*What to produce:*
Look over the entries and say how many lines include the word "main". Only the number, please.

──────── Extracted records

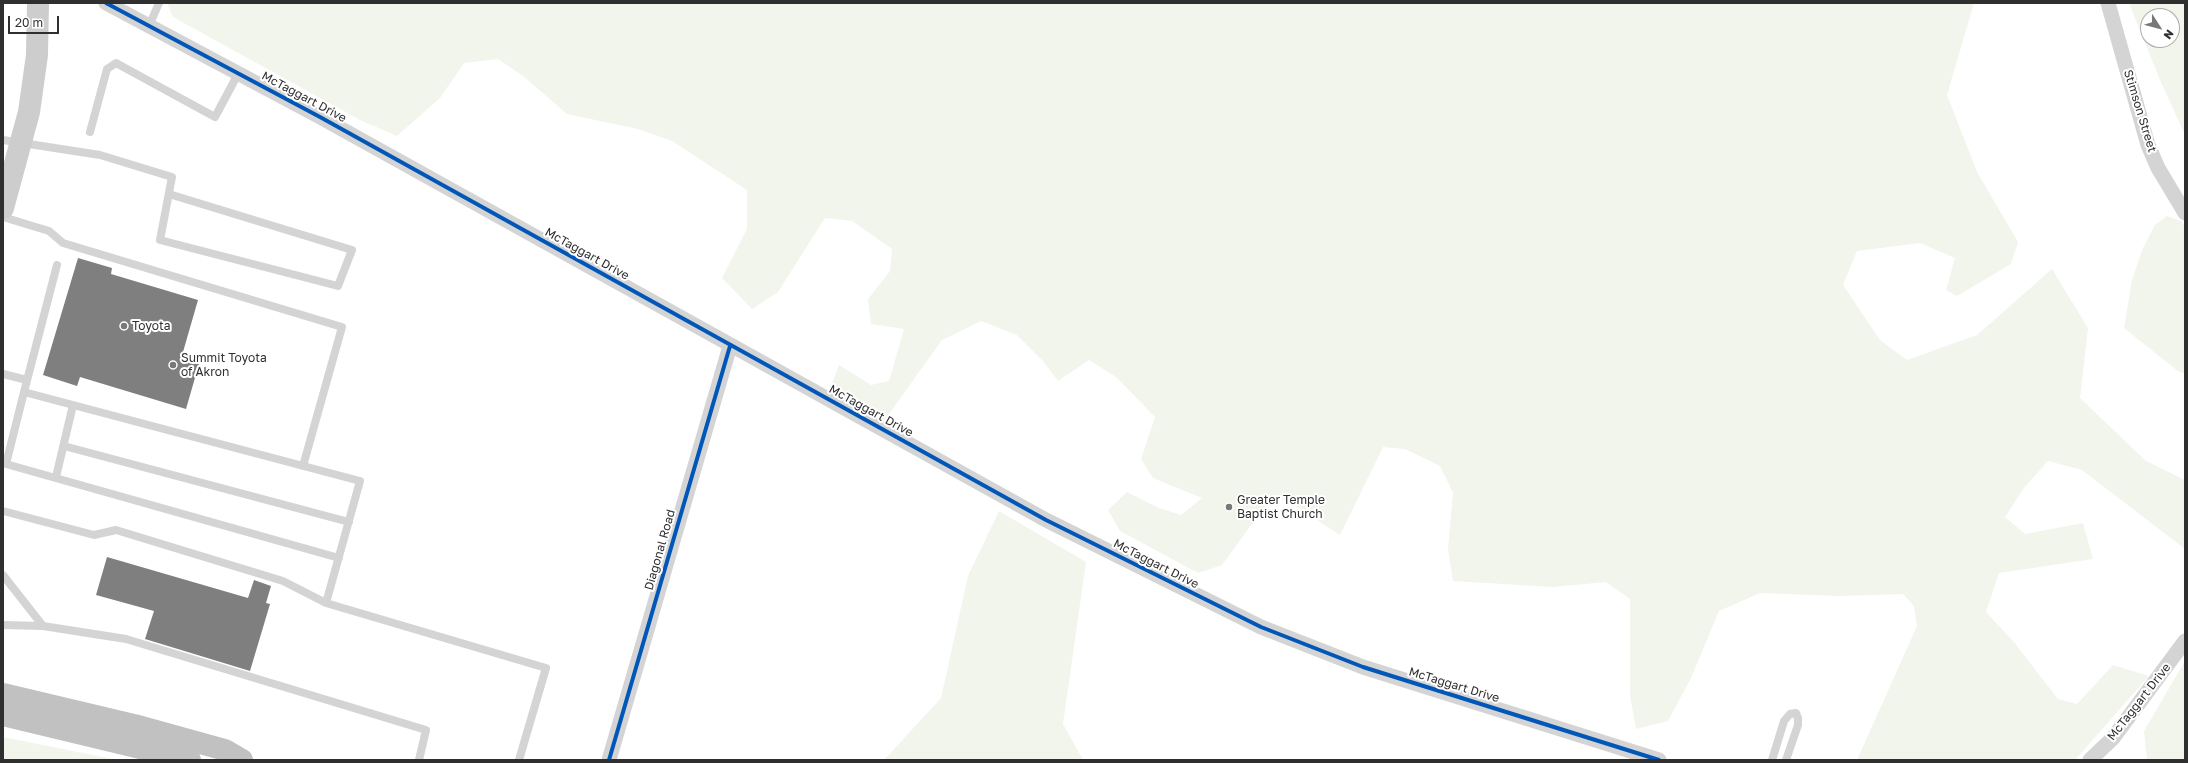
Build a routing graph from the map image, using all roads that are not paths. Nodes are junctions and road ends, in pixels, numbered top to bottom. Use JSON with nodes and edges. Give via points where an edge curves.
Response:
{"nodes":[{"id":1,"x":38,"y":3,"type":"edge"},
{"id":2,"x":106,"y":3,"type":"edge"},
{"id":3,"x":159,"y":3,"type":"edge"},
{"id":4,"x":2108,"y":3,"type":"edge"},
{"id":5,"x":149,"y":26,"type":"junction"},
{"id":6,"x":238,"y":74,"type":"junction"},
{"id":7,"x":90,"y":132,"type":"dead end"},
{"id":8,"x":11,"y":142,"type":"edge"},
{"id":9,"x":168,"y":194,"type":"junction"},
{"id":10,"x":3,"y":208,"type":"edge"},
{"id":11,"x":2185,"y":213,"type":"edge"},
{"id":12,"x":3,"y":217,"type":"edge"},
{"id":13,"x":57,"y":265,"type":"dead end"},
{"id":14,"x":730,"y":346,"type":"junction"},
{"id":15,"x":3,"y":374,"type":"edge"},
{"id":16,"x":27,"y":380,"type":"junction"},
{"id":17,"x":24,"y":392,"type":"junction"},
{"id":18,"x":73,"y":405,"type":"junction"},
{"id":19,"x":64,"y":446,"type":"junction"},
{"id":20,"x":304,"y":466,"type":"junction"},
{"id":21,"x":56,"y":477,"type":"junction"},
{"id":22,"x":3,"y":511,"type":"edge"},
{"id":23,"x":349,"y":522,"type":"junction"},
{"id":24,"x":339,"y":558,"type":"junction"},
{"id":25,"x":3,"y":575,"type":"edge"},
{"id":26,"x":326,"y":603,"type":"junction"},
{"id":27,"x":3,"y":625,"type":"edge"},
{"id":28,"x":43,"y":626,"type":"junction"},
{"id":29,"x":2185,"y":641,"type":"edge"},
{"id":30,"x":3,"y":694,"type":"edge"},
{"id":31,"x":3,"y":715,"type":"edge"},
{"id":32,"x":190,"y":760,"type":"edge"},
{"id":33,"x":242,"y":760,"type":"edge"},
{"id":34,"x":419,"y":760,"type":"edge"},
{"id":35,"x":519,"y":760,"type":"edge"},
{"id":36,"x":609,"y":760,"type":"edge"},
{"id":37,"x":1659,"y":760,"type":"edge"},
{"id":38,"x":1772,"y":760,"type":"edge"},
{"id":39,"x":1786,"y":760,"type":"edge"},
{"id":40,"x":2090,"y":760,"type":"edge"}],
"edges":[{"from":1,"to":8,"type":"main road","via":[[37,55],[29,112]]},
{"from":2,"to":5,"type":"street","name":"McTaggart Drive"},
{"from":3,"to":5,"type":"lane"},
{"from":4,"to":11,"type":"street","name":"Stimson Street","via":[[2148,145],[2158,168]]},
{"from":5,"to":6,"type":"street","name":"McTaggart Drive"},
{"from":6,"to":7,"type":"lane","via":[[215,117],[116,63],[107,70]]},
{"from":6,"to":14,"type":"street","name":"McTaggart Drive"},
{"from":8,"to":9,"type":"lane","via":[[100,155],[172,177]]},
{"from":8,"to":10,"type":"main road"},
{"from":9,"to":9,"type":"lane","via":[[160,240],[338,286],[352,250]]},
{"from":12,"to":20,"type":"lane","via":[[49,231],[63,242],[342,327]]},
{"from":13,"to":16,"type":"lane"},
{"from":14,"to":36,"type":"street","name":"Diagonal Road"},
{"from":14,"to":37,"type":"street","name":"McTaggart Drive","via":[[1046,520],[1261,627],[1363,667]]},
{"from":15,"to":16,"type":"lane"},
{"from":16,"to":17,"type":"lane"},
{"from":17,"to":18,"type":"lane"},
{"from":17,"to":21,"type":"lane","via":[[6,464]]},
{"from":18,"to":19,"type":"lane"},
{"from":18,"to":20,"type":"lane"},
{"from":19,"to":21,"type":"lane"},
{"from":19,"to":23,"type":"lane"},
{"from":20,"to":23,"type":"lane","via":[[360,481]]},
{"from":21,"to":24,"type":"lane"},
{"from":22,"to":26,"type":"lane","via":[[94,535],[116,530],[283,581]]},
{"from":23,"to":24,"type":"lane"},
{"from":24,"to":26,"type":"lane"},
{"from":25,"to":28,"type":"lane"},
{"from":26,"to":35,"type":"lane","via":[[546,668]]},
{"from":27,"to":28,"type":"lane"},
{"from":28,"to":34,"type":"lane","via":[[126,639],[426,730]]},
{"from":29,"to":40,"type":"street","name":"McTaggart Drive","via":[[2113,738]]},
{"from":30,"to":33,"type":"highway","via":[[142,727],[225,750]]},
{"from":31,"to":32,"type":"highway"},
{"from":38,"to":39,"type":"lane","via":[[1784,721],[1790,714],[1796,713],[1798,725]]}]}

────────────────

*Task response:*
2